* _RECORDS FOR THE EXERCISE_
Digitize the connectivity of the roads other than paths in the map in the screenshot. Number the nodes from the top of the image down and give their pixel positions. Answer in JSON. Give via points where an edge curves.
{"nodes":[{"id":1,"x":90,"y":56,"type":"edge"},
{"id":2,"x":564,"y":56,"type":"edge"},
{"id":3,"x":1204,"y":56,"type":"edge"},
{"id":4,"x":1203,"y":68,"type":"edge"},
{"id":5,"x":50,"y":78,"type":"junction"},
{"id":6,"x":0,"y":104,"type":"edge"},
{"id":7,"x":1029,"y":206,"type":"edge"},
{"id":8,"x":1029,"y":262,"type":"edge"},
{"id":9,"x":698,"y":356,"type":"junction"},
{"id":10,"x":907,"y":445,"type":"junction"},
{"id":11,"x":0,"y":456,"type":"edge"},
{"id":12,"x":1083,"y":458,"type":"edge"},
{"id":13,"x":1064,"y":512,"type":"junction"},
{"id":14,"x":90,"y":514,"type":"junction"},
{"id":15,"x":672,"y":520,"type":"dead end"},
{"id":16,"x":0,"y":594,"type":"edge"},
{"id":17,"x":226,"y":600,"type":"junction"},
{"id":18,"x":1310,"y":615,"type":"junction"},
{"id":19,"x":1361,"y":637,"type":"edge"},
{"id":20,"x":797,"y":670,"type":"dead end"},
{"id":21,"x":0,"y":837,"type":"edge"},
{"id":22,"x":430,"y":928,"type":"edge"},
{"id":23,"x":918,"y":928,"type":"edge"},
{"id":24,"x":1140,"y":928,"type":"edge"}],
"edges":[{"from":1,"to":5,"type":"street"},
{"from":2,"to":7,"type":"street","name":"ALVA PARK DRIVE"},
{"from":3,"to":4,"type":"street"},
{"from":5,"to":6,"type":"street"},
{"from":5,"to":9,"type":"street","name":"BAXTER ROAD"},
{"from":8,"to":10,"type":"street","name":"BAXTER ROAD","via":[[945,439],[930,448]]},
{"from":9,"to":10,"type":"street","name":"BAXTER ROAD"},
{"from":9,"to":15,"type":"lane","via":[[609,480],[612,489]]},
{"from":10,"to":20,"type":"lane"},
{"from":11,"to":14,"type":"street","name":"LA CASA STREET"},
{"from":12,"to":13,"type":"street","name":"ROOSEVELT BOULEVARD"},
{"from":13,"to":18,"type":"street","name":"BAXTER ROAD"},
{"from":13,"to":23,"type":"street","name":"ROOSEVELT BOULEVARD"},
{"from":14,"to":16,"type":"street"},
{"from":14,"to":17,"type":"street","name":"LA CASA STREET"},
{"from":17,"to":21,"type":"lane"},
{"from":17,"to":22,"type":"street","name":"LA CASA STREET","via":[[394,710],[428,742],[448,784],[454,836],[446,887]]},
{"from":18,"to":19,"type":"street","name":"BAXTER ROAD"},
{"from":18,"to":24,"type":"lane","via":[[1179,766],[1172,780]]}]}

* _EXERCISE BRIEF_
Please return every entry exactly as it appears.

* _YOUR RESPONSE_
Digitize the connectivity of the roads other than paths in the map in the screenshot. Number the nodes from the top of the image down and give their pixel positions. Answer in JSON. Give via points where an edge curves.
{"nodes":[{"id":1,"x":90,"y":56,"type":"edge"},
{"id":2,"x":564,"y":56,"type":"edge"},
{"id":3,"x":1204,"y":56,"type":"edge"},
{"id":4,"x":1203,"y":68,"type":"edge"},
{"id":5,"x":50,"y":78,"type":"junction"},
{"id":6,"x":0,"y":104,"type":"edge"},
{"id":7,"x":1029,"y":206,"type":"edge"},
{"id":8,"x":1029,"y":262,"type":"edge"},
{"id":9,"x":698,"y":356,"type":"junction"},
{"id":10,"x":907,"y":445,"type":"junction"},
{"id":11,"x":0,"y":456,"type":"edge"},
{"id":12,"x":1083,"y":458,"type":"edge"},
{"id":13,"x":1064,"y":512,"type":"junction"},
{"id":14,"x":90,"y":514,"type":"junction"},
{"id":15,"x":672,"y":520,"type":"dead end"},
{"id":16,"x":0,"y":594,"type":"edge"},
{"id":17,"x":226,"y":600,"type":"junction"},
{"id":18,"x":1310,"y":615,"type":"junction"},
{"id":19,"x":1361,"y":637,"type":"edge"},
{"id":20,"x":797,"y":670,"type":"dead end"},
{"id":21,"x":0,"y":837,"type":"edge"},
{"id":22,"x":430,"y":928,"type":"edge"},
{"id":23,"x":918,"y":928,"type":"edge"},
{"id":24,"x":1140,"y":928,"type":"edge"}],
"edges":[{"from":1,"to":5,"type":"street"},
{"from":2,"to":7,"type":"street","name":"ALVA PARK DRIVE"},
{"from":3,"to":4,"type":"street"},
{"from":5,"to":6,"type":"street"},
{"from":5,"to":9,"type":"street","name":"BAXTER ROAD"},
{"from":8,"to":10,"type":"street","name":"BAXTER ROAD","via":[[945,439],[930,448]]},
{"from":9,"to":10,"type":"street","name":"BAXTER ROAD"},
{"from":9,"to":15,"type":"lane","via":[[609,480],[612,489]]},
{"from":10,"to":20,"type":"lane"},
{"from":11,"to":14,"type":"street","name":"LA CASA STREET"},
{"from":12,"to":13,"type":"street","name":"ROOSEVELT BOULEVARD"},
{"from":13,"to":18,"type":"street","name":"BAXTER ROAD"},
{"from":13,"to":23,"type":"street","name":"ROOSEVELT BOULEVARD"},
{"from":14,"to":16,"type":"street"},
{"from":14,"to":17,"type":"street","name":"LA CASA STREET"},
{"from":17,"to":21,"type":"lane"},
{"from":17,"to":22,"type":"street","name":"LA CASA STREET","via":[[394,710],[428,742],[448,784],[454,836],[446,887]]},
{"from":18,"to":19,"type":"street","name":"BAXTER ROAD"},
{"from":18,"to":24,"type":"lane","via":[[1179,766],[1172,780]]}]}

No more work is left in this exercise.